**To do**.
When you copy the data, keep every word exactly as it is and leave the pictures out.

**Listed entries**.
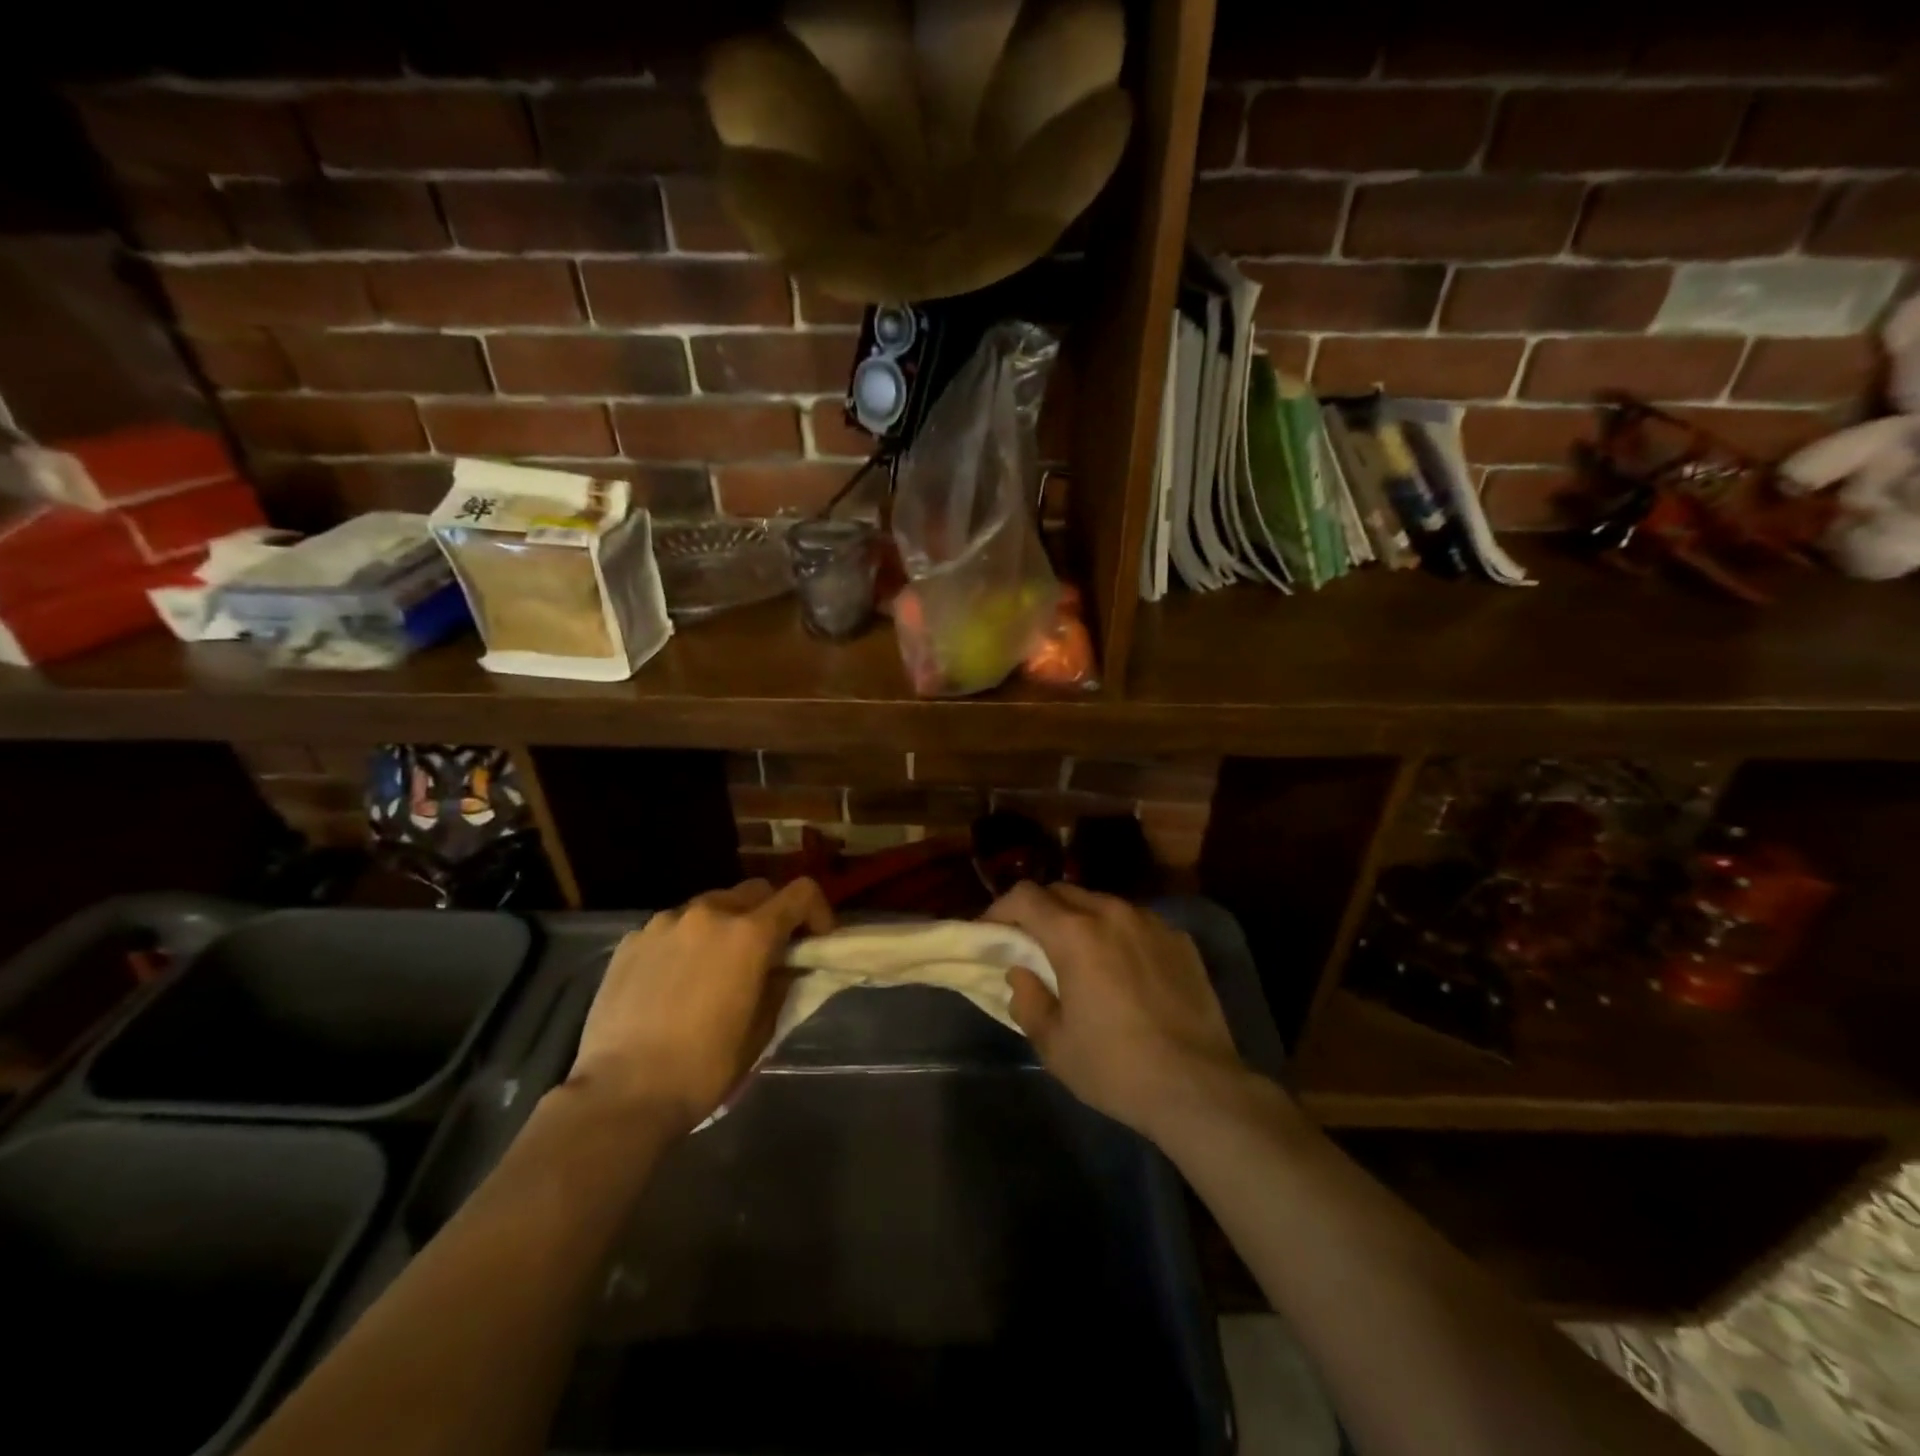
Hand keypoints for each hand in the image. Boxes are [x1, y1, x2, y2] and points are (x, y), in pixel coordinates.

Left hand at [568, 879, 831, 1130]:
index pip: (801, 894)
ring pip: (711, 906)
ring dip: (725, 926)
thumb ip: (781, 984)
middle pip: (755, 891)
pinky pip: (672, 927)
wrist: (620, 1094)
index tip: (817, 939)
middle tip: (768, 953)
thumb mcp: (761, 1030)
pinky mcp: (631, 940)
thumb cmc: (703, 1068)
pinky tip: (674, 981)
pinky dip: (686, 942)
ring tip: (716, 967)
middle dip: (770, 914)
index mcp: (749, 934)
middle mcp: (709, 914)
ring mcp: (664, 923)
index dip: (818, 911)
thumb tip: (786, 966)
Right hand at [984, 882, 1255, 1140]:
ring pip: (1101, 903)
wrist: (1199, 1087)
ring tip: (1079, 956)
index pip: (1025, 897)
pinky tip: (1123, 970)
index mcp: (1075, 933)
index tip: (990, 933)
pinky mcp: (1180, 940)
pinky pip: (1136, 923)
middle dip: (1039, 911)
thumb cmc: (1116, 1067)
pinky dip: (1117, 934)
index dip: (1000, 909)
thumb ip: (1027, 1000)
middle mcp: (1113, 913)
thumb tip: (1021, 973)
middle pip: (1063, 892)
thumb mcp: (1054, 1044)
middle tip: (1030, 945)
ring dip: (1080, 920)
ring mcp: (1151, 923)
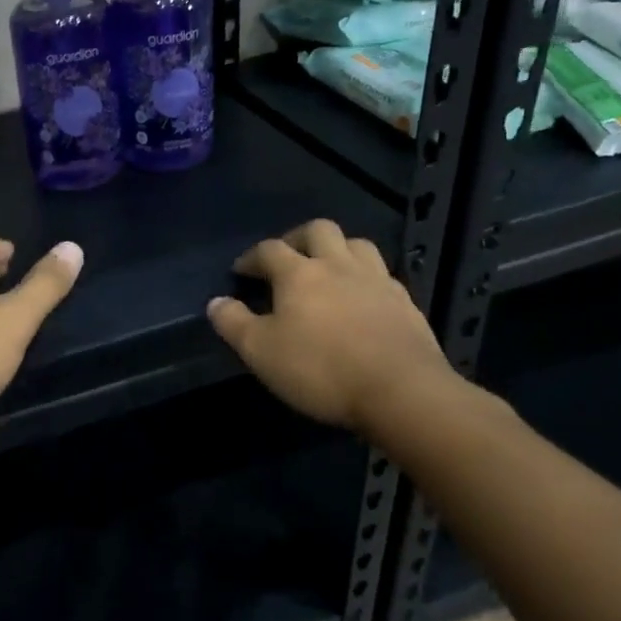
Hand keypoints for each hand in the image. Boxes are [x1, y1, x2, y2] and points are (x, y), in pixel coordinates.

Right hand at [207, 219, 455, 440]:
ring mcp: (377, 280)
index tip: (241, 272)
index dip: (251, 257)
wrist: (401, 390)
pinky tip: (362, 298)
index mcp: (299, 273)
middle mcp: (338, 265)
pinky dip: (365, 277)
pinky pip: (382, 274)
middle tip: (286, 258)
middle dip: (297, 238)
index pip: (269, 250)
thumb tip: (215, 302)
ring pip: (356, 244)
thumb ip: (233, 323)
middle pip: (318, 230)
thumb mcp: (260, 352)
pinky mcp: (405, 302)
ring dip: (337, 250)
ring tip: (327, 270)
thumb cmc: (320, 369)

**Completed task**.
Hand keypoints for each hand in the image. Boxes are [x1, y1, x2, y2] and points are (x, y), in pixel coordinates.

Left hand at [568, 879, 831, 1130]:
index pip: (801, 894)
ring pip: (711, 906)
ring dip: (725, 926)
thumb ip: (781, 984)
middle pip: (755, 891)
pinky pip: (672, 927)
wrist: (620, 1094)
index tip: (817, 939)
middle tip: (768, 953)
thumb mcp: (761, 1030)
pinky mcp: (631, 940)
thumb cmc: (703, 1068)
pinky tip: (674, 981)
pinky dip: (686, 942)
ring tip: (716, 967)
middle dip: (770, 914)
index mcp: (749, 934)
middle mcp: (709, 914)
ring mcp: (664, 923)
index dip: (818, 911)
thumb tip: (786, 966)
Right hand at [984, 882, 1255, 1140]:
ring pip: (1101, 903)
wrist: (1199, 1087)
ring tip: (1079, 956)
index pip: (1025, 897)
pinky tip: (1123, 970)
index mcp: (1075, 933)
index tip: (990, 933)
pinky mcp: (1180, 940)
pinky pip: (1136, 923)
middle dip: (1039, 911)
thumb cmc: (1116, 1067)
pinky dip: (1117, 934)
index dip: (1000, 909)
thumb ip: (1027, 1000)
middle mcp: (1113, 913)
thumb tip: (1021, 973)
middle pip: (1063, 892)
thumb mcp: (1054, 1044)
middle tip: (1030, 945)
ring dip: (1080, 920)
ring mcp: (1151, 923)
Hand keypoints for each hand in the image. Boxes are [x1, y1, x2, y2] and points are (x, y), in pixel coordinates.

Right hand at [207, 219, 455, 440]:
ring mcp: (377, 280)
index tip: (241, 272)
index dip: (251, 257)
wrist: (401, 390)
pinky tip: (362, 298)
index mcp: (299, 273)
middle mcp: (338, 265)
pinky dip: (365, 277)
pinky pip: (382, 274)
middle tip: (286, 258)
middle dip: (297, 238)
index pip: (269, 250)
thumb tip: (215, 302)
ring pip: (356, 244)
thumb ip: (233, 323)
middle pip: (318, 230)
thumb mcp: (260, 352)
pinky mcp: (405, 302)
ring dip: (337, 250)
ring tip: (327, 270)
thumb cmc: (320, 369)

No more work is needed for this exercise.